Naqueles dias a defesa da soberania nacional levou a atos de afirmação como a recusa do príncipe Pedro em voltar para Portugal e a determinação para que o general português Jorge Avilez, enviado com dois mil soldados para buscá-lo, deixasse o território brasileiro. Sua presença causou tamanha revolta que quase resultou numa batalha nas praias do Rio de Janeiro, onde foram cercados por 10 mil brasileiros em armas.
A classe dominante brasileira, é preciso reconhecer, é ciosa – pela maioria de seus membros – da Independência e da soberania do Brasil. Trata-se de um sentimento nacional conservador que decorre da natureza de classe do processo da separação com Portugal, no qual a mudança seria apenas política, como queriam os senhores de terras e escravos e o grande capital que controlava o comércio externo – sobretudo o tráfico de escravos -, mas sem nenhuma mudança social ou econômica que favorecesse o povo, mantendo o Brasil na mesma subordinação externa que fazia dele o grande exportador de commodities que sempre foi. É como se a classe dominante brasileira dissesse ao mundo: esta é minha fazenda e nela mando eu!
Sentimento conservador que a levou, ao longo da história, a muitos episódios de resistência contra decisões tomadas em outros países, mesmo com algum sentido humanitário ou democrático.
Um exemplo é a oposição às pressões inglesas, desde a época da Independência, pelo fim do tráfico de escravos e da escravidão. Chegou a adotar a Lei Feijó, de 7 de novembro de 1831, que proibia aquele comércio nefando, mas não a cumpriu (foi uma lei para “inglês ver”…). Quando a pressão inglesa cresceu, na década de 1840 (é de 9 de agosto de 1845 o chamado Bill Aberdeen, que dava aos navios de guerra ingleses o direito de abordar e confiscar navios suspeitos de tráfico, mesmo em portos brasileiros), a indignação entre os brasileiros foi enorme. Em 4 de setembro de 1850, foi aprovada a Lei Eusébio de Queiróz, proibindo finalmente o tráfico de seres humanos.
Naqueles anos cresceu a tensão com os ingleses, e seu auge foi a chamada Questão Christie, em meados da década de1860. E que levou ao rompimento de relações entre o Brasil e a Inglaterra. Foi uma forte resistência brasileira contra a tentativa de afrontar a soberania nacional. O navio inglês Prince of Wales havia encalhado (e naufragou), em junho de 1861, na costa gaúcha; alguns tripulantes morreram e a carga foi saqueada por moradores da região.
Outro incidente, que se juntou à alegação de pilhagem do navio naufragado, foi a prisão, no Rio de Janeiro, em 17 de junho de 1862, de um grupo de marinheiros ingleses que, bêbados, promoviam arruaças e ameaçavam pessoas nas ruas.

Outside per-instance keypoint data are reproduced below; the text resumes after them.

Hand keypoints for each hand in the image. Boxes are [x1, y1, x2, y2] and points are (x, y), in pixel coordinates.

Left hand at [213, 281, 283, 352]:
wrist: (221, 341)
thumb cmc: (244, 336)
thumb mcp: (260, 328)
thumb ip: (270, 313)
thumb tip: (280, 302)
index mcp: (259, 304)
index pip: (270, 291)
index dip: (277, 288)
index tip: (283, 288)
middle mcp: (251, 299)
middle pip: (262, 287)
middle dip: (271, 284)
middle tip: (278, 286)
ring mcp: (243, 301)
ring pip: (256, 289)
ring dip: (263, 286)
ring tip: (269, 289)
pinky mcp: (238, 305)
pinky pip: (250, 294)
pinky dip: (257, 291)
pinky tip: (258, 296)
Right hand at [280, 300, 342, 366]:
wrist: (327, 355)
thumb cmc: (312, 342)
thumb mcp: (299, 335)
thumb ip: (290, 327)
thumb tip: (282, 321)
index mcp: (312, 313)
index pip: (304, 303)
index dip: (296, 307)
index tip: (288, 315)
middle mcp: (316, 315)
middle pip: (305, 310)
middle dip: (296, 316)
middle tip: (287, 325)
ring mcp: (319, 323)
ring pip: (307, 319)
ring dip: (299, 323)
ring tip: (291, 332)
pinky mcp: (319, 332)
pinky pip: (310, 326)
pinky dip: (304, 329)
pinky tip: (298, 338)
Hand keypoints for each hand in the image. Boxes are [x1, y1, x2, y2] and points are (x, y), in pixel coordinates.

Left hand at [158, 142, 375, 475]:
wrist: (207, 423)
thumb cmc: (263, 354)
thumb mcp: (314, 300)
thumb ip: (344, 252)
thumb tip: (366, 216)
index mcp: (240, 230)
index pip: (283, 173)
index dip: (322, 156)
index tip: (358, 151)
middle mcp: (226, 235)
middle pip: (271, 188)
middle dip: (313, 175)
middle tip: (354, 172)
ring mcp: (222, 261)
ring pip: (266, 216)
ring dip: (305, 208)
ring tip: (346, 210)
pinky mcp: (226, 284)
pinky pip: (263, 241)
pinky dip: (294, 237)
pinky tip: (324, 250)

Naqueles dias, William Dougal Christie, o embaixador inglês no Rio de Janeiro recebeu de Londres uma nota que alegava ter ocorrido "o mais brutal ultraje cometido contra 3 oficiais do navio de sua Majestade Forte", e exigia do governo brasileiro a investigação do "atroz ultraje", e a indenização mais ampla para "as indignidades cometidas contra a honra nacional e pelo brutal ataque realizado nas pessoas destes oficiais".
O governo brasileiro reagiu com altivez e Christie, em 7 de agosto de 1862, escreveu para seus chefes em Londres dizendo que "o governo brasileiro tem procedido com inadequada lentidão e indiferença dada a gravidade dos feitos e o grave caráter das denúncias".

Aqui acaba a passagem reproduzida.